SEOUL, Aug. 12 (Korea Bizwire) — Private education institutions are offering help to families with two breadwinners or single moms or dads who are struggling to find help with childcare during the school summer vacation period.
In response to high demand among parents, private academies are offering morning classes as well as snacks and lunches, turning into a ‘second home’ for many children.
Taekwondo schools, in particular, have long been providing day care services to children during school vacations.
“It’s no longer taekwondo itself that’s bringing the children to taekwondo schools. Now, it’s more about how much they can offer day care services that meet demand from parents,” said one taekwondo school official.
“There are obviously concerns that the day care services these schools provide are not as sophisticated as public day care centers. Well, this is partly because the government is just not doing enough.”

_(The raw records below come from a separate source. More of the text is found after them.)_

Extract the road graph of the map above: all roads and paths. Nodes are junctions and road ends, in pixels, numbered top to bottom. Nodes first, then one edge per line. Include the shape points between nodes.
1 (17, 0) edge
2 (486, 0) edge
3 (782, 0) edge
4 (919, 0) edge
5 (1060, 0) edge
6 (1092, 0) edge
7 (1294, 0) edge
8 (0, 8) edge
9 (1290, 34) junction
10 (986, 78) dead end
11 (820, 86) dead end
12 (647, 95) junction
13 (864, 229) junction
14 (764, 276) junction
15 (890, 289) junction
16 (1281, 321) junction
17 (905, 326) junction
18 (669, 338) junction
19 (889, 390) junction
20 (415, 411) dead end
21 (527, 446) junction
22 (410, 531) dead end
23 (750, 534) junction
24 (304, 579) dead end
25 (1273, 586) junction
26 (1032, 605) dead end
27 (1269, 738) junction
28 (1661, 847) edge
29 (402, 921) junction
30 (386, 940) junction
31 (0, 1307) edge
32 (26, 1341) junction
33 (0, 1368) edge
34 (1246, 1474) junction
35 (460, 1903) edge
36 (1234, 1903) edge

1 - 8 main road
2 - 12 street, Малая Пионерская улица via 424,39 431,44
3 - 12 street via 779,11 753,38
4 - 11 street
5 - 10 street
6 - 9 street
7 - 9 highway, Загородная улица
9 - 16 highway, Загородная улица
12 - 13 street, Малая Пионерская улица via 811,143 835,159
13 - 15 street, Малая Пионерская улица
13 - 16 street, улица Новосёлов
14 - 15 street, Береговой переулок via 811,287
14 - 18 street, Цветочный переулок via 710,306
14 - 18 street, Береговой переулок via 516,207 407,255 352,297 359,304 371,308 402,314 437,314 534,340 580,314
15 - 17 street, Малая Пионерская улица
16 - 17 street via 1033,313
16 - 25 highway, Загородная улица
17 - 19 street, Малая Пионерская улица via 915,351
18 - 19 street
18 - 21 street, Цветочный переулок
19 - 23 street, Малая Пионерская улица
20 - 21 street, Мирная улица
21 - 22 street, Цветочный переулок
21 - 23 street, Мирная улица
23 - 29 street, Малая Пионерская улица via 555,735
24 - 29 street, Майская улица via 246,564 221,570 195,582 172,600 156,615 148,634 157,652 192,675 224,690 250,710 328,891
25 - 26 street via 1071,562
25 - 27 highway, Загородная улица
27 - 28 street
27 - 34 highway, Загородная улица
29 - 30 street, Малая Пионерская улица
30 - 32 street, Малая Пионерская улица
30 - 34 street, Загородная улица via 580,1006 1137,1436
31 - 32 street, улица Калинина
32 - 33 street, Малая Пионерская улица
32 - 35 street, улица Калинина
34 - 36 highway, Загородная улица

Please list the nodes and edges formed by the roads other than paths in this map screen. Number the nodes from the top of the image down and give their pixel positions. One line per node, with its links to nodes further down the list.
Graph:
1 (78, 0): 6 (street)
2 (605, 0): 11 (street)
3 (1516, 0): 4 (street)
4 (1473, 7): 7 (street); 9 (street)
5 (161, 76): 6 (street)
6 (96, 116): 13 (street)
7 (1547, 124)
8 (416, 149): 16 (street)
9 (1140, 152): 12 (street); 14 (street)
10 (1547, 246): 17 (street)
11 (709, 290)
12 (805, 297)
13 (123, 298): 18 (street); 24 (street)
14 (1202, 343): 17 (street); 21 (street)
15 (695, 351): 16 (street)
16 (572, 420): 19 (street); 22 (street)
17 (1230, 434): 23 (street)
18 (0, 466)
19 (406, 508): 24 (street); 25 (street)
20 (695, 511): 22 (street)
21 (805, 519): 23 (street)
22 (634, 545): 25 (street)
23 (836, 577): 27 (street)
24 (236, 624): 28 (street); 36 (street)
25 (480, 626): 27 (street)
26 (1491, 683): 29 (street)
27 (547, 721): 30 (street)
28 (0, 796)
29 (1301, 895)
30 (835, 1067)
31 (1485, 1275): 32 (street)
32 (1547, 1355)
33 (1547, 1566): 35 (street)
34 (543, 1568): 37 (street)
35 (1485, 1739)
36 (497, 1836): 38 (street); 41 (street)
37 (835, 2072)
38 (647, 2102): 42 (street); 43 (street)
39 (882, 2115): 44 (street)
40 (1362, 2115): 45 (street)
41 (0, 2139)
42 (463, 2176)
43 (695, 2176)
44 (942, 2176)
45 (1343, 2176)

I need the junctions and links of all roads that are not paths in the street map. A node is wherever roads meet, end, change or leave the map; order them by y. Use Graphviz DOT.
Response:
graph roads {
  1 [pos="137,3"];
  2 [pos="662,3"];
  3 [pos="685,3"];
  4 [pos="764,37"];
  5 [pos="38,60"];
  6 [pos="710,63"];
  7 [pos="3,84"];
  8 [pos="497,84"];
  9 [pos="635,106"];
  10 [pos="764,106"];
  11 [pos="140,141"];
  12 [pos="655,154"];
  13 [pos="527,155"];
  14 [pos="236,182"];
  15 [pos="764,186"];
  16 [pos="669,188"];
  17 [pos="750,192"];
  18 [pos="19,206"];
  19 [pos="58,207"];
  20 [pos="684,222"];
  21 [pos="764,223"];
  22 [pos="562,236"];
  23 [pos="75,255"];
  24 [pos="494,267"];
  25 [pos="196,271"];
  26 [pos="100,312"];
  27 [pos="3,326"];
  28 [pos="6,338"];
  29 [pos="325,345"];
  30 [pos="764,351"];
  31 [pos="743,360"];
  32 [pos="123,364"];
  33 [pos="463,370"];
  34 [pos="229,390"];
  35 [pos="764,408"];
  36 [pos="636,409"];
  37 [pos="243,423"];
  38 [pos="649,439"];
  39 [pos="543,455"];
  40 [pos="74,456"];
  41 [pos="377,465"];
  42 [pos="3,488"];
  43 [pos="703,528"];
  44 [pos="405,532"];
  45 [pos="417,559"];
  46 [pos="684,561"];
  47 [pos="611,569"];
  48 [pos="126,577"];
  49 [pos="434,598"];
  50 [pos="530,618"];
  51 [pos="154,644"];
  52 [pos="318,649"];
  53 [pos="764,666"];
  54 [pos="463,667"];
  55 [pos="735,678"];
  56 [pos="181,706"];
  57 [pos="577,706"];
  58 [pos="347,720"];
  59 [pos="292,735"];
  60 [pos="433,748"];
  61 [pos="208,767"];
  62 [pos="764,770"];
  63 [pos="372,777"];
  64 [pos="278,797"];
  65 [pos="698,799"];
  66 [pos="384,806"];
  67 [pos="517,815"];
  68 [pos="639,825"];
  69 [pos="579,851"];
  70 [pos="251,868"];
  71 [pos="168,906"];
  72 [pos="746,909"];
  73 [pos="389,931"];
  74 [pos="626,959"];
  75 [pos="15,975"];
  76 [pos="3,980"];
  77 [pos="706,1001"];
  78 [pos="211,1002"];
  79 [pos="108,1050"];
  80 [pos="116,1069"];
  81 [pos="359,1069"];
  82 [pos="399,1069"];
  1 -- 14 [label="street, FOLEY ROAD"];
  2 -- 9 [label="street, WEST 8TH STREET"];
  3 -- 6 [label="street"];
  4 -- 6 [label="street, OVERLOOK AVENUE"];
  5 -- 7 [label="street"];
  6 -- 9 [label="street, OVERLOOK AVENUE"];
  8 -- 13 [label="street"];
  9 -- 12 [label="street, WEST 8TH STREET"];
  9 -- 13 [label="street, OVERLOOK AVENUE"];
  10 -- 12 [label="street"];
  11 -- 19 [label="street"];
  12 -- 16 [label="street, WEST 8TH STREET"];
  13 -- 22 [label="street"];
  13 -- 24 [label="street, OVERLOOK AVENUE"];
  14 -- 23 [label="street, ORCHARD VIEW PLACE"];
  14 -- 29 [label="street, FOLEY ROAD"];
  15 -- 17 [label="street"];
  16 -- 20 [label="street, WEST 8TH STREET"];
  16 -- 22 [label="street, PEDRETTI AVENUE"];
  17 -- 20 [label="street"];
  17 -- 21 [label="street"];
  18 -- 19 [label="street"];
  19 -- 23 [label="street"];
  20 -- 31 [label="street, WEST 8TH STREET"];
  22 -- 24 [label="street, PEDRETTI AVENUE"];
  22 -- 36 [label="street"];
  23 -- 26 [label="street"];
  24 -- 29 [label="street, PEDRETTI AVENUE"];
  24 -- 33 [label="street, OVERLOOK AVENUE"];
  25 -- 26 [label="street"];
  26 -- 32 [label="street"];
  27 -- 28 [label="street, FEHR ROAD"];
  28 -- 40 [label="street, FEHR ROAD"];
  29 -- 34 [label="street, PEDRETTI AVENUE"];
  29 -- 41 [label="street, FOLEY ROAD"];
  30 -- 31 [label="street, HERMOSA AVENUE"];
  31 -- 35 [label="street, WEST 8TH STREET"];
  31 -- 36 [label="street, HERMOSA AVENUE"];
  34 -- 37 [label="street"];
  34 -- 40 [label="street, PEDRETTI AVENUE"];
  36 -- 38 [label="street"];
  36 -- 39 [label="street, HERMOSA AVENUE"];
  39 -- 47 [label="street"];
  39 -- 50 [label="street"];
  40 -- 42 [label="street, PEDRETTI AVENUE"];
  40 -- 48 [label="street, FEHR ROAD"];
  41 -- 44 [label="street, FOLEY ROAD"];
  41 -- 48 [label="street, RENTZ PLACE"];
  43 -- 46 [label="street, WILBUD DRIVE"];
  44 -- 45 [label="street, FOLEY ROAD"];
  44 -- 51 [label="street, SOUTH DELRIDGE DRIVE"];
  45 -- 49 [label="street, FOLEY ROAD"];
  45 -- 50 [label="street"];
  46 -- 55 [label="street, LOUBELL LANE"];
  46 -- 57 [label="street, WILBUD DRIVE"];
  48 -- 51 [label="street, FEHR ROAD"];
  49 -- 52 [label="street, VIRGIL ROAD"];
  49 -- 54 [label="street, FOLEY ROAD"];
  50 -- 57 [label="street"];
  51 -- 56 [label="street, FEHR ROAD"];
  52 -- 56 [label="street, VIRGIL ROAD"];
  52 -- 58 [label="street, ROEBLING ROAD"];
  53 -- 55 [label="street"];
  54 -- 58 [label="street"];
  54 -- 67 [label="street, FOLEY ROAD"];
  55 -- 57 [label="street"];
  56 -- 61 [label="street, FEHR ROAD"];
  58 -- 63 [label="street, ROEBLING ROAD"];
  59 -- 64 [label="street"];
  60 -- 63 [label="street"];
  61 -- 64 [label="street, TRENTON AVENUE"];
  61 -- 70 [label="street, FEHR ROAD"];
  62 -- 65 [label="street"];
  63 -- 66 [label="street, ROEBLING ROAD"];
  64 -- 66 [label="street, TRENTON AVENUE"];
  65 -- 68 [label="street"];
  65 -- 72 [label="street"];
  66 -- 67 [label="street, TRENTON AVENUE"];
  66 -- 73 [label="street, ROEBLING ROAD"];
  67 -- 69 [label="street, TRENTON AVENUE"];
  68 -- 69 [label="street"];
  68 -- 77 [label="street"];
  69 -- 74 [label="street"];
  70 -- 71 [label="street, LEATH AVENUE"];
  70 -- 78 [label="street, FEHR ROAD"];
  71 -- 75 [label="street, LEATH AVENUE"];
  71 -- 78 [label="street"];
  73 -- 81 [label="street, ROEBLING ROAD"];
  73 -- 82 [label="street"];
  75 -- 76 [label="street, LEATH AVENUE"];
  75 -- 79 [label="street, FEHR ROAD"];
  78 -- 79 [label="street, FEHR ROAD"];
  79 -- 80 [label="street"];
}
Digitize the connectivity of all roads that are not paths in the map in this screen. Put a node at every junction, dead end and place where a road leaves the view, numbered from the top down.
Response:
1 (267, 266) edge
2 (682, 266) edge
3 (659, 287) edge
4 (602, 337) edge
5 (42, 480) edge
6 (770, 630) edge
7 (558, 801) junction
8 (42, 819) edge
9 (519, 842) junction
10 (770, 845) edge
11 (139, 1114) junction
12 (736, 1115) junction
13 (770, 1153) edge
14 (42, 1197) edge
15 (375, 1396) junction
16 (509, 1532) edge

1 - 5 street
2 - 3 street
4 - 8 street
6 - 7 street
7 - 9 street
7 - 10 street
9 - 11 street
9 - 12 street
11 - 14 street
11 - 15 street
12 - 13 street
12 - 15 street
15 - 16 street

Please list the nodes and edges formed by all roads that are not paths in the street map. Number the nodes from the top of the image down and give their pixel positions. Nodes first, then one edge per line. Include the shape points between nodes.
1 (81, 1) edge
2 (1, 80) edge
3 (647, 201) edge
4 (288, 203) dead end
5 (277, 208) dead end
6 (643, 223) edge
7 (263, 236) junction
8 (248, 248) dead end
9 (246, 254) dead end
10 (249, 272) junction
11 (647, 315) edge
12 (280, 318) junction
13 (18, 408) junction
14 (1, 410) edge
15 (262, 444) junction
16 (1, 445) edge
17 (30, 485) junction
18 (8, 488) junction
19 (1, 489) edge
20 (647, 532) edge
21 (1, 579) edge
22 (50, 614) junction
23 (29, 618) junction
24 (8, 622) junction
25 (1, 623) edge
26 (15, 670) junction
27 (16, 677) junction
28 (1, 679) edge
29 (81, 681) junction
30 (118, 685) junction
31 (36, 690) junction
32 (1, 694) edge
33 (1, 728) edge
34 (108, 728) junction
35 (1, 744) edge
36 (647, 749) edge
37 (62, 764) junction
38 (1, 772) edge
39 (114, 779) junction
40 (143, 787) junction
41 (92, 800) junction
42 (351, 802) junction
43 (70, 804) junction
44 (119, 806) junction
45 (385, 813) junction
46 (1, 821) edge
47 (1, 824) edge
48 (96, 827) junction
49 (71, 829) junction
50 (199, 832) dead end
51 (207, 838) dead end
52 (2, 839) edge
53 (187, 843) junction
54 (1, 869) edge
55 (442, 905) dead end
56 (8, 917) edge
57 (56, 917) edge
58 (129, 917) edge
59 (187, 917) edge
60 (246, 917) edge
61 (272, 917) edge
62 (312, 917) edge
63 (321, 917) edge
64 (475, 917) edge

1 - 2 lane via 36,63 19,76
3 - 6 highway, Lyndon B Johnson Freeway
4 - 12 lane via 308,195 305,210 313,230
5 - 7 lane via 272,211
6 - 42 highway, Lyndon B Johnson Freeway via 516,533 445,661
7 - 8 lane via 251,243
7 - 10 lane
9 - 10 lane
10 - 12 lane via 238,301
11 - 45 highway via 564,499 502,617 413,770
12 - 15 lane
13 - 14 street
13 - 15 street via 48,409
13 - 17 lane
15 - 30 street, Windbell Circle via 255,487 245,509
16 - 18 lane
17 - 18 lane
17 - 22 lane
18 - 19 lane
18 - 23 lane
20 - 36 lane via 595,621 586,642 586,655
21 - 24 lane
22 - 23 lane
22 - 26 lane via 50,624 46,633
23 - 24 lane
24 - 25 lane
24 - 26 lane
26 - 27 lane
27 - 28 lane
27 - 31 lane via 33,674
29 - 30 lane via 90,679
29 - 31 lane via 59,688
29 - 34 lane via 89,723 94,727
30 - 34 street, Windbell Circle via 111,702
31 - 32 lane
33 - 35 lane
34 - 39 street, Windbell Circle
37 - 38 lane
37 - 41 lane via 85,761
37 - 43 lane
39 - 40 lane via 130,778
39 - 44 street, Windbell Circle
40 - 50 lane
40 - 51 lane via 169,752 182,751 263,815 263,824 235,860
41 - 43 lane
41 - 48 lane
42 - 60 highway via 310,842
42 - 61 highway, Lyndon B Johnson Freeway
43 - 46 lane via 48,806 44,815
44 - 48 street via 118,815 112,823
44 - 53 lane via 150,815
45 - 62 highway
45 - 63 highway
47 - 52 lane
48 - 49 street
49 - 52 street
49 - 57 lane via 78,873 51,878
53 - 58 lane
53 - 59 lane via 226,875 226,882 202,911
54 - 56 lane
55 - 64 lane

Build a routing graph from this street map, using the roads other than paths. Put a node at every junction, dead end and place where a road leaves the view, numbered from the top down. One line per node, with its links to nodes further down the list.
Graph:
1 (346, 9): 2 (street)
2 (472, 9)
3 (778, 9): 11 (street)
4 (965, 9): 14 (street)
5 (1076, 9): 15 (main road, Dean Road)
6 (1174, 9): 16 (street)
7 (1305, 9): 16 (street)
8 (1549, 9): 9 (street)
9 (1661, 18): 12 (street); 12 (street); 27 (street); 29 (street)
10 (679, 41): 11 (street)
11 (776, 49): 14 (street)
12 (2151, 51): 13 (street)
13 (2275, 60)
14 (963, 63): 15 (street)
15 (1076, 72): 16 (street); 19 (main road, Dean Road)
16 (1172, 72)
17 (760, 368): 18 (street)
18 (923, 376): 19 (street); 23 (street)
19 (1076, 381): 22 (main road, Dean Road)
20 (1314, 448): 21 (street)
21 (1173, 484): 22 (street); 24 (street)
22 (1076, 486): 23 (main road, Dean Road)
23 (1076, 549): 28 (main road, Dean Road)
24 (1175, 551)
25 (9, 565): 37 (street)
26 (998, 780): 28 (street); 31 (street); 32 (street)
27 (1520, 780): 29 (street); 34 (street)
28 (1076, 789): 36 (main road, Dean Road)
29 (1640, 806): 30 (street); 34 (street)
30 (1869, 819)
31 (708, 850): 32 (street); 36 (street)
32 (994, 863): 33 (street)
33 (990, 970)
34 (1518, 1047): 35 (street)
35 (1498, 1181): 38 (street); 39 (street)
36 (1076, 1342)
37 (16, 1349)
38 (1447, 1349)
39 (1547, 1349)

Taekwondo schools, an unlikely place for day care, are an ideal choice for many parents since they cost a lot less than other private institutions during school vacations.
One English school franchise, for instance, offers special courses to elementary school students during summer and winter vacations.
For a three-week program, the students are provided with snacks and lunchboxes, and are taught English from 10 a.m. to 2:30 p.m.
The cost of the program for each student is 1.4 million won (US$1,152).
The exorbitant cost is forcing many parents to send their children to day care classes at schools that accept a limited number of students.
Applicants need to draw a lot in order to join these programs. Those who draw a losing number have to wait until someone withdraws from the day care program.
In 2016, more than 1,100 elementary school students applied for day care programs at schools in Gyeonggi Province, all of whom were rejected.
“As there are more families with two breadwinners, children that need day care services, particularly those among the lower grades in elementary schools, are being driven out to private institutions due to a lack of access and safety,” said Hong Min-jeong, a policy head at the World Without Worries For Private Education, a civic group.
Hong called on the government to come up with a policy that can resolve the ‘day care gaps’ within the sphere of public education.